No, that winner is Willoughby from Sense and Sensibility. Willoughby’s actions are so terrible, that everyone in the whole book pretty much hates and pities him by the end. Like Frank Churchill, he seems simply like a genteel fop, a little frivolous maybe, but harmless, and actually a really good match for secondary leading lady Marianne Dashwood.
Kate Winslet, generally, makes terrible decisions about men at the beginning of her movies
But ooh boy, does she get this one wrong. It is later revealed that Willoughby slept with and impregnated the poor Eliza Williams, who is the ward of Colonel Brandon, who is also in love with Marianne.

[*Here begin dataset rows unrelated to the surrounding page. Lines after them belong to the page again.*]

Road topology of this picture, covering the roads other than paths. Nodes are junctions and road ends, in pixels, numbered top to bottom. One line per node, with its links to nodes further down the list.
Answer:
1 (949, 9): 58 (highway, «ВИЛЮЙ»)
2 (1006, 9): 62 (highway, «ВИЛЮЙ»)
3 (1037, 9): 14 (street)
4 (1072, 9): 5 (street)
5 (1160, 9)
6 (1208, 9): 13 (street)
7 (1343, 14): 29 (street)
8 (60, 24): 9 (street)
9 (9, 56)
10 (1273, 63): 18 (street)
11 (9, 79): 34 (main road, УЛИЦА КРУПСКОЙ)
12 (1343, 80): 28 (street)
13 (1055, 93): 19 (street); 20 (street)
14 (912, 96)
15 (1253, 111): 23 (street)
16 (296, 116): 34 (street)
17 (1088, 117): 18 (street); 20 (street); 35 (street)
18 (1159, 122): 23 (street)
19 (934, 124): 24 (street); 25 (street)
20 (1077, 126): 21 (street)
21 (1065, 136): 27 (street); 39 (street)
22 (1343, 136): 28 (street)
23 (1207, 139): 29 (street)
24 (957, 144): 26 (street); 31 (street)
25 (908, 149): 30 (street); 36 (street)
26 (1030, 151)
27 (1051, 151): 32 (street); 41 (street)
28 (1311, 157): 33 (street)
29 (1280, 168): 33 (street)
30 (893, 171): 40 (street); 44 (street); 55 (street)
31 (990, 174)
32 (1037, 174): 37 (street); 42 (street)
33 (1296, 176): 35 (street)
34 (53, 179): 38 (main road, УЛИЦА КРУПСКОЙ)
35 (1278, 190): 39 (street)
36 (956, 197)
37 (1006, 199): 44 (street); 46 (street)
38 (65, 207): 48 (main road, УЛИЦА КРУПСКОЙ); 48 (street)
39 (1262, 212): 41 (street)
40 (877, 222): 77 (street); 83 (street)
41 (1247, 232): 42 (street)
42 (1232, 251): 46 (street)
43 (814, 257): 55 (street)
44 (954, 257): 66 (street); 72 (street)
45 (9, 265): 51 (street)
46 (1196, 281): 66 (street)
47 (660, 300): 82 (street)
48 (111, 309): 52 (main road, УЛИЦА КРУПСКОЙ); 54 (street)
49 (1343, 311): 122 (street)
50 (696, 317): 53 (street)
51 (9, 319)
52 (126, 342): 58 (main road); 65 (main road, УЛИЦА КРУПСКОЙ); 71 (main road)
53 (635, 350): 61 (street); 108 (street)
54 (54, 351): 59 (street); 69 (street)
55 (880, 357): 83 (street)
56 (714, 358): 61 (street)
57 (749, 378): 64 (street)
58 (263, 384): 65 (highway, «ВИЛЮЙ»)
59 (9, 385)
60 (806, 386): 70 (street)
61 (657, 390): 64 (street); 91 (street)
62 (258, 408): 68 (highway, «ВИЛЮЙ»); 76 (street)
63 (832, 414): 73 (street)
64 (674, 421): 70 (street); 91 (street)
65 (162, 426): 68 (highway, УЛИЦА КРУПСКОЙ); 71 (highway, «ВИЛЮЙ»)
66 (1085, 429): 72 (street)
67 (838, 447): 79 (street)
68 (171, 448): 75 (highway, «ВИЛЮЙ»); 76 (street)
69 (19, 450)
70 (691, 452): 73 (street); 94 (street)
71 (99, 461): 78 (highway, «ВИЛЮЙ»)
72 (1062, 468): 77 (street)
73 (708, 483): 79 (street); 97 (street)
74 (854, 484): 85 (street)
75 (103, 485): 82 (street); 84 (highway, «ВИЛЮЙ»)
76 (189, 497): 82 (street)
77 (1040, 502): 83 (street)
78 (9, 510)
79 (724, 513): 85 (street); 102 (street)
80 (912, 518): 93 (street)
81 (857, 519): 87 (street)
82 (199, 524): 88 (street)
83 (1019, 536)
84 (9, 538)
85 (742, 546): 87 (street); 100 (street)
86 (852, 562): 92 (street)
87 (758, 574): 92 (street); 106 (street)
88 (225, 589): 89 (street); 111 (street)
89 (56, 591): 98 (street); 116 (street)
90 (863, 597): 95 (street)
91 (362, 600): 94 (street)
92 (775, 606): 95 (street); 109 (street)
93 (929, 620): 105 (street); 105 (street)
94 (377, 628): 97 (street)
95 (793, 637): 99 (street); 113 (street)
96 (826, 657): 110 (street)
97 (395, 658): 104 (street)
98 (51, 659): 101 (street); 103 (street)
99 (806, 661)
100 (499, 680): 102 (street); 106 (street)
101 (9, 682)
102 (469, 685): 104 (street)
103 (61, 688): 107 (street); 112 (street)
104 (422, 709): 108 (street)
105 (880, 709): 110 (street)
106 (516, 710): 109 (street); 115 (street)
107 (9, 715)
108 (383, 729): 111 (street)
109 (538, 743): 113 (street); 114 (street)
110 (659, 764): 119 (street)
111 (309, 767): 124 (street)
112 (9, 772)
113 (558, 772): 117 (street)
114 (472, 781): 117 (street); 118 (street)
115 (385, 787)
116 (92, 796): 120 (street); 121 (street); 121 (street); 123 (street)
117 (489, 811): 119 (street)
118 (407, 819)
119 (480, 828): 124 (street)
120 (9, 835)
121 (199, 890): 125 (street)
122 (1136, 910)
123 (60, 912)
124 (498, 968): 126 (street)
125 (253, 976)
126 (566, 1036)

Eliza is the daughter of the love of Brandon’s young life, who before she was forced to marry his older brother, who abused her, and then died, Marianne reminds him of, with the dude who abandoned her. As if this wasn’t bad enough, when Willoughby’s wealthy cousin who was going to leave all of her money to him disinherits him for the action of knocking up this girl and not marrying her, (because he’s in love with Marianne), he spurns Marianne and is refuses to speak to her, and marries a rich girl who he hates. Marianne then stops eating and runs around in the rain and almost dies.
Meanwhile, Hugh Grant dumped Emma Thompson and she barely even cried. This is why Emma Thompson wins.
In the end, Willoughby gets drunk, tells Marianne’s sister Elinor everything, and Marianne married Colonel Brandon. (Played by Alan Rickman in the movie. So you know, win!) Willoughby is the worst. He’s just awful.
The point is, there was a time when being the quiet cool upstanding patient guy got you the girl in fiction. Now it just turns you in to Ted Mosby.
Sad, really, that this is the modern world’s answer to Mr. Darcy
Yes, Ted Mosby languishes, not yet meeting the love of his life seven seasons later, while the rogues of modern popular fiction, the Chuck Basses, shall we say, get to be with their girl on and off since season one.
I haven’t watched Gossip Girl in a few years, but they still have sex like once or twice a season right?